Evictions, however, can sometimes be justified. As a rapidly growing city, Phnom Penh is finding that it needs to expand its roads, railways and airport. Groups like Equitable Cambodia are now trying to act as intermediaries between local developers, international donors and the Cambodian government to ensure that communities living in such areas receive fair compensation. It remains to be seen if such efforts will be successful.
By targeting the city’s urban poor, and by failing to provide them with adequate compensation for their land, authorities and business tycoons are essentially further impoverishing the most vulnerable segment of Cambodian society while enriching themselves. In a country with no real social services, moreover, local and international NGOs are left to pick up the pieces.
“We’re monitoring at least 700 families from Boeung Kak,” Vuthy says. “Many of the people who accepted land at resettlement areas are now coming back to the city because they can’t find jobs, and because there’s not enough infrastructure and public services where they live. Some have become poorer, and some are now even homeless… The government doesn’t have the capacity, the resources, or political will to help such people.”

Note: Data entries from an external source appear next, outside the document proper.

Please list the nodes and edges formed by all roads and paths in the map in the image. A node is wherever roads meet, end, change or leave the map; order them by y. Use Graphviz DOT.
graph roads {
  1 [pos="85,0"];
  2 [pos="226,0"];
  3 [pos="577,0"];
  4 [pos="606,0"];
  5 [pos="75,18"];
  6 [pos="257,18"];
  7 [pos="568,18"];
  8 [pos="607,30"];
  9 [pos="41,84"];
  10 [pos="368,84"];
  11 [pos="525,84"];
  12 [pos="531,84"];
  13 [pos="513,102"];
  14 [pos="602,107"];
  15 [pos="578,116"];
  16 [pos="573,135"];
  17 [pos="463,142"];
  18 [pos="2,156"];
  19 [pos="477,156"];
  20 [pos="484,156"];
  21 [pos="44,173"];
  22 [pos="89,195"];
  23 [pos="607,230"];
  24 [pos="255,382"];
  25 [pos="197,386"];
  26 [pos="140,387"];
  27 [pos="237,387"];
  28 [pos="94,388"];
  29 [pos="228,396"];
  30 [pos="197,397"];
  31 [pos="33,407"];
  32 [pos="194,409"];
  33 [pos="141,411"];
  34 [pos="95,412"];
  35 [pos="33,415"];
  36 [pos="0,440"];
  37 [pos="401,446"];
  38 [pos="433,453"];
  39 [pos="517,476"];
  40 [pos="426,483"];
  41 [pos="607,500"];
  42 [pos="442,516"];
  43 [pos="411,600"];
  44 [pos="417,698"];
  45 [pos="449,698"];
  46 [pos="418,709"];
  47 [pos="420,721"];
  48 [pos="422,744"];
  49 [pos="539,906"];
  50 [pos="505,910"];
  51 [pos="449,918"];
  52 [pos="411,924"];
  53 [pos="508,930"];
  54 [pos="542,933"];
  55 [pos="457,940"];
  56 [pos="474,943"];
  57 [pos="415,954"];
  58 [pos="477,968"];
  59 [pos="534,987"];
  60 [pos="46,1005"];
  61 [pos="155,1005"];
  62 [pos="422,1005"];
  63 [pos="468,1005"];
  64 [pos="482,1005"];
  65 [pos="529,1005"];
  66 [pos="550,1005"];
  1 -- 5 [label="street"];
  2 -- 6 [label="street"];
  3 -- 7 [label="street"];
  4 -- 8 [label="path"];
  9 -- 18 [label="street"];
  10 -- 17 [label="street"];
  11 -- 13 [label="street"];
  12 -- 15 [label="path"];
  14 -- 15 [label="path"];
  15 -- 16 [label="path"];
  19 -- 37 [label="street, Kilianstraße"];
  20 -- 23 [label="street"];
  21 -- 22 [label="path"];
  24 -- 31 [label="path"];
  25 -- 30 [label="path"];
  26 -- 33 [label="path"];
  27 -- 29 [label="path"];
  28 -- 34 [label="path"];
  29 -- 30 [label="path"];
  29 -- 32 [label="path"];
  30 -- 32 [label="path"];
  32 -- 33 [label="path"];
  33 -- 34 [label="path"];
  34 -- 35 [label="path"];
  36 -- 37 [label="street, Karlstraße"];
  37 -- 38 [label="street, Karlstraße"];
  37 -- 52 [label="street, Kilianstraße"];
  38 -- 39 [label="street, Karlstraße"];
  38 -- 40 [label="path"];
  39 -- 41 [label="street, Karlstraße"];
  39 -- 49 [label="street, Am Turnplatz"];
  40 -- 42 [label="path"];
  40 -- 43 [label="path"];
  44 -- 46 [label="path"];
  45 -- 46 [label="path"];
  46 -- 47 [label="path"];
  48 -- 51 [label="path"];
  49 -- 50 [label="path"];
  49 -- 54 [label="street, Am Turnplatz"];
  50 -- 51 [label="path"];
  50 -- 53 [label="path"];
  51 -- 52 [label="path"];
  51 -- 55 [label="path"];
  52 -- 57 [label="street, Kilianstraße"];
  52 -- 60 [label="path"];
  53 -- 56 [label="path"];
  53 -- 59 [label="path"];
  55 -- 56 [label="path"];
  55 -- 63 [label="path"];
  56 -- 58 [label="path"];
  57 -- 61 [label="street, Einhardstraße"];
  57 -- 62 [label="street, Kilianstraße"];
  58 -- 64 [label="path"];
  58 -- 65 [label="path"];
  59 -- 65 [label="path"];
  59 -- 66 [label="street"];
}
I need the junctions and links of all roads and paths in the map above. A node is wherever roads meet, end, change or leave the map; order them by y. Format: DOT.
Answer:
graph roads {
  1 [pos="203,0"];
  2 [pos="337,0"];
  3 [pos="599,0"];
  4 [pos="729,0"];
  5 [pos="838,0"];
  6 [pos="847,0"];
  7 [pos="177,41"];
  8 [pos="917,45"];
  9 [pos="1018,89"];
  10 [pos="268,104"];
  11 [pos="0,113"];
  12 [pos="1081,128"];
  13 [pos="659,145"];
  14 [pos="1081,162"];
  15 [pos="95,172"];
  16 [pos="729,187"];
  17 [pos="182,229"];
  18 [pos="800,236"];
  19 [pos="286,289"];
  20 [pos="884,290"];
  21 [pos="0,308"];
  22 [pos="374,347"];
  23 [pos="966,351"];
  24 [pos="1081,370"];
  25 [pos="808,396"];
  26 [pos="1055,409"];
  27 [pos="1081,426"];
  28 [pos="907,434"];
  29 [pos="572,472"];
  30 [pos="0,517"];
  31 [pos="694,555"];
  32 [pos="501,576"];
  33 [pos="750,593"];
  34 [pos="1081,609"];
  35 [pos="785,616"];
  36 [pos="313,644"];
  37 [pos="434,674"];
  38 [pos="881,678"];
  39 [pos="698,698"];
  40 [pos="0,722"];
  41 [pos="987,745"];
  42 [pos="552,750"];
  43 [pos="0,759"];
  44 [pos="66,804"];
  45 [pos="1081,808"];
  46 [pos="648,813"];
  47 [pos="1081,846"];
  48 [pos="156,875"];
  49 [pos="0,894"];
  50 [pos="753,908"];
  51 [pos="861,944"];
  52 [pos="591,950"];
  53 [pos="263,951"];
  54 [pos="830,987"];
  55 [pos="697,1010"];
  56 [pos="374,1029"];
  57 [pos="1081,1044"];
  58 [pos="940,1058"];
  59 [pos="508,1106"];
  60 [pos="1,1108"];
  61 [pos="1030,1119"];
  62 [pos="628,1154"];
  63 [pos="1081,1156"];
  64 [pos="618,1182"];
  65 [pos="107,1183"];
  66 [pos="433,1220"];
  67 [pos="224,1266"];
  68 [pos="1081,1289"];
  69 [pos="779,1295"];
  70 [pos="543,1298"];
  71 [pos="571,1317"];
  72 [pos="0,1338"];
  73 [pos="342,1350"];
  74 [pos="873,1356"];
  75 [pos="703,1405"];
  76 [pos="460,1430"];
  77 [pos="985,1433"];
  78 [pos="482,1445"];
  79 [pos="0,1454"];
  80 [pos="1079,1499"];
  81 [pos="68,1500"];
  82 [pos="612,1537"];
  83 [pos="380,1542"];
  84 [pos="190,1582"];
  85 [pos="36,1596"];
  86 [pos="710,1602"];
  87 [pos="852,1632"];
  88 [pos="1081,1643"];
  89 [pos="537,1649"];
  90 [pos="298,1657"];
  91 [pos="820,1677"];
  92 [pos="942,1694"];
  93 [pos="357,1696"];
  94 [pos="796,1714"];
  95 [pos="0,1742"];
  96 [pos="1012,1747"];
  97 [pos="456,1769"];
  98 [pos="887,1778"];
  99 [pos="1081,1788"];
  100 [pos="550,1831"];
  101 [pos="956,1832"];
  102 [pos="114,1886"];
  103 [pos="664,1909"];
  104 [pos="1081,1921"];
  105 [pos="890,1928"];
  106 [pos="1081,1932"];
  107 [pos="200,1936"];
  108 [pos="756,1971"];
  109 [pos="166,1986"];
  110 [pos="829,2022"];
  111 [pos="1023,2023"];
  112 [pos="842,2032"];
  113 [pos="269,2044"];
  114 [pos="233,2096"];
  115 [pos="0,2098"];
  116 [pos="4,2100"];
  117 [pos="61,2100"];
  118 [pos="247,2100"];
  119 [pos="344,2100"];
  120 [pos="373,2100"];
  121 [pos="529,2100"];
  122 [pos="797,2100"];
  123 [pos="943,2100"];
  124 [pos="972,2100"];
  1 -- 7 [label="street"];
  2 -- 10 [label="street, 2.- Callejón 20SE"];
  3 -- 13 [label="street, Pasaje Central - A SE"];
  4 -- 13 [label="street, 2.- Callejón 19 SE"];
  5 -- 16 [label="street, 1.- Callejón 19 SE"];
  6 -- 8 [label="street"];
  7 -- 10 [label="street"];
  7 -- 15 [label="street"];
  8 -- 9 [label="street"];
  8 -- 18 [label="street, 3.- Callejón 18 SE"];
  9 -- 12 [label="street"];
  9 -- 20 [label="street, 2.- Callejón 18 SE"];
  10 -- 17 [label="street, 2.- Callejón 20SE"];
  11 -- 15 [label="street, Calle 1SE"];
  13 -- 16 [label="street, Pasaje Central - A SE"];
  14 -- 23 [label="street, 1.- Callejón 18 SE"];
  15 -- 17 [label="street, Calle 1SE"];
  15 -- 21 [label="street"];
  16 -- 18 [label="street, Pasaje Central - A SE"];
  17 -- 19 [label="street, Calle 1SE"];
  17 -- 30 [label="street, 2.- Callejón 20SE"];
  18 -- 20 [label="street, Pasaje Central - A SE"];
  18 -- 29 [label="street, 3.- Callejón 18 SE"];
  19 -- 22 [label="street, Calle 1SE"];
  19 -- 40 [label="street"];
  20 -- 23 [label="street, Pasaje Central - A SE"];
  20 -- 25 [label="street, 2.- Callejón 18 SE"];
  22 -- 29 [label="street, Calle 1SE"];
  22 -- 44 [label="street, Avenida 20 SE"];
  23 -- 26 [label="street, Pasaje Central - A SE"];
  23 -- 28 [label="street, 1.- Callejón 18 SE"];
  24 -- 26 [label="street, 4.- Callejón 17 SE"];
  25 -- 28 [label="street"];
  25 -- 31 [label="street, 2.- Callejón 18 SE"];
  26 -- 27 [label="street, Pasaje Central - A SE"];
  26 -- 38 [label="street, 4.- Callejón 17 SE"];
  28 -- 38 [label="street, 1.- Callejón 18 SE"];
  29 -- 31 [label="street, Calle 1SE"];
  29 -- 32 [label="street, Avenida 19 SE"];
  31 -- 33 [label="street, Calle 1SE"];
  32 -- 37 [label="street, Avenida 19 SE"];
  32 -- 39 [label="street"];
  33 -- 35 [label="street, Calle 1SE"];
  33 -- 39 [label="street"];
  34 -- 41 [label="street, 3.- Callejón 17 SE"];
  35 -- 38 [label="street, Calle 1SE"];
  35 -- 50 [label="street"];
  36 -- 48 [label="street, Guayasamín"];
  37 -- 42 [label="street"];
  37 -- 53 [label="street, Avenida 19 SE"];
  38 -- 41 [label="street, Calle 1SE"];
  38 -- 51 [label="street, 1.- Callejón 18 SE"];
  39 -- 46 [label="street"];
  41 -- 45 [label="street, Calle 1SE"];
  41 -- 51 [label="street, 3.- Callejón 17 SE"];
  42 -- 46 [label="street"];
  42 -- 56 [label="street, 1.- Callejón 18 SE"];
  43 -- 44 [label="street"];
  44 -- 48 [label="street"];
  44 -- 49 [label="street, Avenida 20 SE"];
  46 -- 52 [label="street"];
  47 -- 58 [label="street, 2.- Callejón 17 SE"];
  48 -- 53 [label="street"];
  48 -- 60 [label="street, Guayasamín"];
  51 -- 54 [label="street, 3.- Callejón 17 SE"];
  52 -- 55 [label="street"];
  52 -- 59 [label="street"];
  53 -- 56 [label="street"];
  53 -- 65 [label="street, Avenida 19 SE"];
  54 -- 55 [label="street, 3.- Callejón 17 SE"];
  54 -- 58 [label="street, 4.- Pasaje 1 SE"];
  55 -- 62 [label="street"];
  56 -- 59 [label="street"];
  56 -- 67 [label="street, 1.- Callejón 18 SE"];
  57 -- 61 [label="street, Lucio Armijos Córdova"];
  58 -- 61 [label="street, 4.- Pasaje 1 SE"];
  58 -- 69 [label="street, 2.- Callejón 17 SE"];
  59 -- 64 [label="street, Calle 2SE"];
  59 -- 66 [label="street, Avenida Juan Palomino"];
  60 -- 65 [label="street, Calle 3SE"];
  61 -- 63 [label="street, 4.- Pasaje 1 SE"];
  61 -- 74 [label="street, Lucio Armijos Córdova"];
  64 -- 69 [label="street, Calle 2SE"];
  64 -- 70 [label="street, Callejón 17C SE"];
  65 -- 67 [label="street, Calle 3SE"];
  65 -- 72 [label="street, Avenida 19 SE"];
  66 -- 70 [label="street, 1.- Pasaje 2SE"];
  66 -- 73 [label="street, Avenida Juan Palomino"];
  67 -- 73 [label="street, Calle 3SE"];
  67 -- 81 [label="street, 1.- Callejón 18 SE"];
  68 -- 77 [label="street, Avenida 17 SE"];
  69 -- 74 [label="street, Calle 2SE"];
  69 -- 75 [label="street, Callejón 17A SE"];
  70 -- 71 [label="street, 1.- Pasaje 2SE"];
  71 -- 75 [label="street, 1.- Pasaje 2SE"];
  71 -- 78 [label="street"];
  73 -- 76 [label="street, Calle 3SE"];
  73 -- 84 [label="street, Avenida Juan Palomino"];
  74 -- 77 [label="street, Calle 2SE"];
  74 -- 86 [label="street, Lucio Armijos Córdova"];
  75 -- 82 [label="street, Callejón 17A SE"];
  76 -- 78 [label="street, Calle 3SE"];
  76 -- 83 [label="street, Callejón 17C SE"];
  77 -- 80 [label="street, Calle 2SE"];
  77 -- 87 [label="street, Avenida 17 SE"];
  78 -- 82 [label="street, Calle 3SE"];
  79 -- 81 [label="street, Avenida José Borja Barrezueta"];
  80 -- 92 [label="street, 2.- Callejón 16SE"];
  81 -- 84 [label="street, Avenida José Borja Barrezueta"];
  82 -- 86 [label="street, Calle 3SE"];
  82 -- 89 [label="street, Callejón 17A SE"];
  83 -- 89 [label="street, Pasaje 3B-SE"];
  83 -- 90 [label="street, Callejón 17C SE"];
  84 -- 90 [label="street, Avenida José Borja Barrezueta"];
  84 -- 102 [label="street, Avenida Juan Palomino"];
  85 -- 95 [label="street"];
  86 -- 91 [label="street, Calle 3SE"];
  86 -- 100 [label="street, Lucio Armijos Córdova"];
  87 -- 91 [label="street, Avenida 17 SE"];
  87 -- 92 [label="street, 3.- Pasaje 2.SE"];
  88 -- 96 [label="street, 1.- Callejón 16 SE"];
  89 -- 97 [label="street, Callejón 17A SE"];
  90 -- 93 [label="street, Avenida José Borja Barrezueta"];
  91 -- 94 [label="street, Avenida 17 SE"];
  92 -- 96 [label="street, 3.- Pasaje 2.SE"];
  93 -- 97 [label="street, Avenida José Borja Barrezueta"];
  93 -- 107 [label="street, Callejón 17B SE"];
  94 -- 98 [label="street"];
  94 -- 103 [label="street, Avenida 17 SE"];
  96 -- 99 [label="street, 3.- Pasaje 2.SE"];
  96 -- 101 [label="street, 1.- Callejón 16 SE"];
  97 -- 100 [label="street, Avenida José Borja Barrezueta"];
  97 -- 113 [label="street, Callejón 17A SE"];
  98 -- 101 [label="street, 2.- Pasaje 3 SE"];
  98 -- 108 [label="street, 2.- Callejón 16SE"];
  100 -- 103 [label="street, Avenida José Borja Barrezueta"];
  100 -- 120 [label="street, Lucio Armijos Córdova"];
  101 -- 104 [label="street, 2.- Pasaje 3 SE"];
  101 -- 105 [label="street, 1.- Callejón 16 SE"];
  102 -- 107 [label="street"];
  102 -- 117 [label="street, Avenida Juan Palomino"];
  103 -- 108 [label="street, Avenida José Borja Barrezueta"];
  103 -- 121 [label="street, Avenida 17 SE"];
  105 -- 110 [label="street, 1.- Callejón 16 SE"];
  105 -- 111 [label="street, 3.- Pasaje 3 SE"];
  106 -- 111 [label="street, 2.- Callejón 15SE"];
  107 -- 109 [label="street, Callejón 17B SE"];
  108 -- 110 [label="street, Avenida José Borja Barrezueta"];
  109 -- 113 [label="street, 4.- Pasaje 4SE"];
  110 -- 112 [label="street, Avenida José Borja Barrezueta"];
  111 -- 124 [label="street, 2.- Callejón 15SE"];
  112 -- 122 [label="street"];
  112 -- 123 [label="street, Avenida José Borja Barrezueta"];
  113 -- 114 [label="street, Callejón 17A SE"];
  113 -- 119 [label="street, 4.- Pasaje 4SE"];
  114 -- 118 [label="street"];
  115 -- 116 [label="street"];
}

According to Virak, evictions will continue. He does, however, believe that a growing wave of popular dissent in the country means that the worst of them are now over. To ease such tensions, the Cambodian government is also now issuing land titles across Phnom Penh.
“The people who aren’t getting titles now are afraid that they’ll be next,” Virak says. “But even amongst those who have land titles, few believe that their tenureship is secure. Most people are sitting and waiting and fearing the worst. Because of that, people don’t make long-term investments in their homes, and that’s now how you build a vibrant city.”